🚀 Getting Started

Getting Started with Pipeless 🚀

Make sure to have Pipeless and its dependencies installed before continuing. Check the installation guide.

Pipeless basic concepts

A Pipeless project is structured in stages. Each stage is a like a box that performs a very specific task. You can think about a stage like a micro pipeline. Within each stage you can implement pre-processing, processing and post-processing, as well as run models.

When you provide a new stream to Pipeless, you have to specify a sorted list of stages. We call that list the "frame execution path" or just the frame path, and it represents the whole pipeline that the frames of that stream will go through. Execution paths are run in parallel for all frames, no matter which stream the frame belongs to. A single stage can be used in as many streams as you need.

A Pipeless project consists of at least one stage. So your project will be a directory where each sub-directory defines a stage.

Within each stage folder you create the files that define your Pipeless hooks. Each hook represents a processing step in the stage micro pipeline (i.e. pre-processing, processing or post-processing). All of them are optional and you can implement them in several programming languages.

Finally, each stage is isolated from the others. Every hook of a stage receives a structure that contains several fields, we usually call it the "frame data". You can perform changes on the frame data fields (some of them are read-only). Next hooks of the stage or the hooks of a following stage will have access to the modified data. Ideally, you should design your stages so that they are self-contained and do not depend on other stages data.

Create a new project

Run the following command:

pipeless init my_project --template scaffold
cd my_project

The above command creates a directory for the project root and, inside it, a directory called my-stage, which contains a scaffold of a new stage. If you remove the --template option and interactive shell will ask you a few questions to generate the stages.
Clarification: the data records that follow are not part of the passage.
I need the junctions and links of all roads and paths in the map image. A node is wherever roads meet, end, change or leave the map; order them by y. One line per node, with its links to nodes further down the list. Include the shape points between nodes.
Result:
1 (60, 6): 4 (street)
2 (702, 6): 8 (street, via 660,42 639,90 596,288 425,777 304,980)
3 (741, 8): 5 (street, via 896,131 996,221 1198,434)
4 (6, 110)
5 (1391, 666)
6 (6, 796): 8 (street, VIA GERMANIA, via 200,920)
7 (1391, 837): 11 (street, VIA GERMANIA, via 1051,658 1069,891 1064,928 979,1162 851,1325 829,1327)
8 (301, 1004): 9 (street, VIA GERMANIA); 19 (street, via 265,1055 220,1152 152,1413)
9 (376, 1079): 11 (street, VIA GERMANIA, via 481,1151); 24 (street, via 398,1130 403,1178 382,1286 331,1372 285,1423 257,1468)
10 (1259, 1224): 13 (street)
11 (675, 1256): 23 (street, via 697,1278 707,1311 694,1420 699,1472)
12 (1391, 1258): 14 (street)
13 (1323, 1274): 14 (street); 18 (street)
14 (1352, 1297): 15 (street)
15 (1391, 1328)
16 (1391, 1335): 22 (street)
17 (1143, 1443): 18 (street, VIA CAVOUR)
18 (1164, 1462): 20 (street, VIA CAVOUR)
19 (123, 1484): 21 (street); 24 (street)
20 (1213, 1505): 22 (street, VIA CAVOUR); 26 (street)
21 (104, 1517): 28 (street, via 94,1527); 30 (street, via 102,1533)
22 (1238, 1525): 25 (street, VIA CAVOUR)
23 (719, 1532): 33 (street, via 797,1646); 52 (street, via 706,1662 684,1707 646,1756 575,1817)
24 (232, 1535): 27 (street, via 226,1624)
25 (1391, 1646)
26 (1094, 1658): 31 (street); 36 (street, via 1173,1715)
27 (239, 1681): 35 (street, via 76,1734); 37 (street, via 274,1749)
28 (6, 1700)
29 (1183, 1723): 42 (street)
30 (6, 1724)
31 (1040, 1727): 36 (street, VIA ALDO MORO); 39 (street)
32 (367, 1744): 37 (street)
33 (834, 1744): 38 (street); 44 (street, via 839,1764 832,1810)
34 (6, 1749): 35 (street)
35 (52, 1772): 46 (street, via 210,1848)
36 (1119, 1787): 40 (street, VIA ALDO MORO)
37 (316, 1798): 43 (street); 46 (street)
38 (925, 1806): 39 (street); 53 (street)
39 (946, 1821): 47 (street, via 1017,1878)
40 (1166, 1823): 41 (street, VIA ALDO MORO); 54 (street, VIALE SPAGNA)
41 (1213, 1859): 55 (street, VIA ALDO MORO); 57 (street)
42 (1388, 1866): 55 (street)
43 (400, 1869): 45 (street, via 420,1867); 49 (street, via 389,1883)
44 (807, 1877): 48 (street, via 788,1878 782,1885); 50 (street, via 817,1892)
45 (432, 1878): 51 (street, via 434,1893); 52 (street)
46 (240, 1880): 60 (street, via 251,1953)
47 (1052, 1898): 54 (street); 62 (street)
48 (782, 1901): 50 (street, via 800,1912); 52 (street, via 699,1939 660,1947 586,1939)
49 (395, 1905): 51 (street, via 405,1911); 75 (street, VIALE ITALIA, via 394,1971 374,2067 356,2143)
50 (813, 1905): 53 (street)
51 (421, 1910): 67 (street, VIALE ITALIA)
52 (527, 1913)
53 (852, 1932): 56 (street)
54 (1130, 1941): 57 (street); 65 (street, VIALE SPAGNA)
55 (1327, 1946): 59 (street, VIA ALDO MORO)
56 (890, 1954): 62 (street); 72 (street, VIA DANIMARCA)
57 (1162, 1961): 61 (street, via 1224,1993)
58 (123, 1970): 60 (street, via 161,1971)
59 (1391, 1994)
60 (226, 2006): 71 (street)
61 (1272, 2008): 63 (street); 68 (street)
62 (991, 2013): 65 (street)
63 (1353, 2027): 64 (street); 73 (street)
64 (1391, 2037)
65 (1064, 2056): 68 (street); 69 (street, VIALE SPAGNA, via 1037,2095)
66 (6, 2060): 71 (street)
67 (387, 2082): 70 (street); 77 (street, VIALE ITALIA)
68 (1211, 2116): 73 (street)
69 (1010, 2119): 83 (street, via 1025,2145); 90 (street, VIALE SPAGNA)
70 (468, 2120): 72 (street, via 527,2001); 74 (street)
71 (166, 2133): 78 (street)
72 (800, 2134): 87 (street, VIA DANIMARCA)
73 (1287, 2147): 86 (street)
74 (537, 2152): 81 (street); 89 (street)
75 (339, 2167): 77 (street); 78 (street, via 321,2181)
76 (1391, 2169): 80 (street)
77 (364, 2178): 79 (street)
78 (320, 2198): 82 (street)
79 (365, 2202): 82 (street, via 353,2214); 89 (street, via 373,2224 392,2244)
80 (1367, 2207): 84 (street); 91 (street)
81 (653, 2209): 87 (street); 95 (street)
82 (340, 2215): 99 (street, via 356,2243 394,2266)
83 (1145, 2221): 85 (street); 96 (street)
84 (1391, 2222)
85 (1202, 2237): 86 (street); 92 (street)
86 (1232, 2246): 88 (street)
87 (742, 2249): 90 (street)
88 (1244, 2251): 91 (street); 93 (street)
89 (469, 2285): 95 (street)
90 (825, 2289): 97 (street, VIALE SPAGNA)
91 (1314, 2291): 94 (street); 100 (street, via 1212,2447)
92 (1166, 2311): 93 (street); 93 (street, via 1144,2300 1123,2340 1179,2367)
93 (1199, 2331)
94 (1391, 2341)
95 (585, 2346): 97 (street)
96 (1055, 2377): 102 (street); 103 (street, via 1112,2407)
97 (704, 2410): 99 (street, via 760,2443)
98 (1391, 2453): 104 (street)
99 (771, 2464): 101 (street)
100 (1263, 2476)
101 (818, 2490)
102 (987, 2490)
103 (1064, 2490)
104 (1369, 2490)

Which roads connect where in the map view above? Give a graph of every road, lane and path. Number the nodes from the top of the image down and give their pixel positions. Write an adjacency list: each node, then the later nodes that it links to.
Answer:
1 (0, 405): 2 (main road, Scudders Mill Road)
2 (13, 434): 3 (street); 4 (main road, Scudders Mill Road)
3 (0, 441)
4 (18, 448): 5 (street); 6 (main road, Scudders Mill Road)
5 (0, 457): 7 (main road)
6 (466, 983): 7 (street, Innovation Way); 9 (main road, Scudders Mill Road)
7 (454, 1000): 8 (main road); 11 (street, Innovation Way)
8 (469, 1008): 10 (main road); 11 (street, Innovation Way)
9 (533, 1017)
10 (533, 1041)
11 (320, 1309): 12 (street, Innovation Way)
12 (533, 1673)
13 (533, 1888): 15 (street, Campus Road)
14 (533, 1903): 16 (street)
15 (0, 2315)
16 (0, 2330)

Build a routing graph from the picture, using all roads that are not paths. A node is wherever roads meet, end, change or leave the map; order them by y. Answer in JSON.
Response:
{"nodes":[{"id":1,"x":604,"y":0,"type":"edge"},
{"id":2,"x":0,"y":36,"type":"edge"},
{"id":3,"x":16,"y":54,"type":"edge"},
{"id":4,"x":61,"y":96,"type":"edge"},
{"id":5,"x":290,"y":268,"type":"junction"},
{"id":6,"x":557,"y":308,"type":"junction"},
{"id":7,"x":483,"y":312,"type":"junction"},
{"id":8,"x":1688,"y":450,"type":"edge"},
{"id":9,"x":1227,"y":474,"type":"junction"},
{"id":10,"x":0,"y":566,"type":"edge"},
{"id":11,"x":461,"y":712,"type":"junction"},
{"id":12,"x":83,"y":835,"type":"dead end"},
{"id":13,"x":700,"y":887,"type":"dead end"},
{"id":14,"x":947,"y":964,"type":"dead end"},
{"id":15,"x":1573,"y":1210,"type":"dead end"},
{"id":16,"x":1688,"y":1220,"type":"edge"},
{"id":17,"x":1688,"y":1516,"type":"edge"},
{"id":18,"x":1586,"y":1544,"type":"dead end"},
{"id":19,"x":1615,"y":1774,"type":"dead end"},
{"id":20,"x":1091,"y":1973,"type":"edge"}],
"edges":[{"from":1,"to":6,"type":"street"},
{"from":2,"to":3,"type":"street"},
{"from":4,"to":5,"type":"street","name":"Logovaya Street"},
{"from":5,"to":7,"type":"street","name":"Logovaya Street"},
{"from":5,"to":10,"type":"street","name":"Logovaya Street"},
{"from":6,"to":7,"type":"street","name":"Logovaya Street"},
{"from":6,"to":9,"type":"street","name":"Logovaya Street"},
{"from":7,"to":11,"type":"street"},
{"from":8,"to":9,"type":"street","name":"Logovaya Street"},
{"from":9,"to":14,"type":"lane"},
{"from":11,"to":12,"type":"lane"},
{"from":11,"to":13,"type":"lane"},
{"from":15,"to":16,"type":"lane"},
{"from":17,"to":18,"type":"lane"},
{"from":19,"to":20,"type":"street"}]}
The stage created can be executed correctly, but the code it contains does nothing. You can add some code later to the generated files getting inspiration from the examples.

Let's start Pipeless and provide a stream. Run the following command from my_project:

pipeless start --stages-dir .

Pipeless will load your stages and you will see something like:

⚙️  Loading stages from my_project
⏳ Loading stage 'my_stage' from my_project/my-stage
   Loading hook from my_project/my-stage/post-process.py
   Loading hook from my_project/my-stage/process.py
   Loading hook from my_project/my-stage/pre-process.py

You should now be able to submit streams:

pipeless add stream --input-uri "https://pipeless-public.s3.eu-west-3.amazonaws.com/cats.mp4" --output-uri "screen" --frame-path "my-stage"

We indicated to read the video from the provided URL and show the results in the screen. The output is optional since in many computer vision use cases you don't actually want to see the output video but to execute some code on some events. The frame path indicates the stages that should be executed for each frame of the provided stream.

The CLI allows you to easily add, edit or remove streams. You can also configure backpressure mechanisms or export the events that happen on the streams to monitor them.

To see all the available options and commands run:

pipeless --help

Creating a new stage

Creating a new stage is as simple as creating a new folder. The folder name will be adopted by Pipeless as the stage name, you will use it when providing the frame path of a new stream.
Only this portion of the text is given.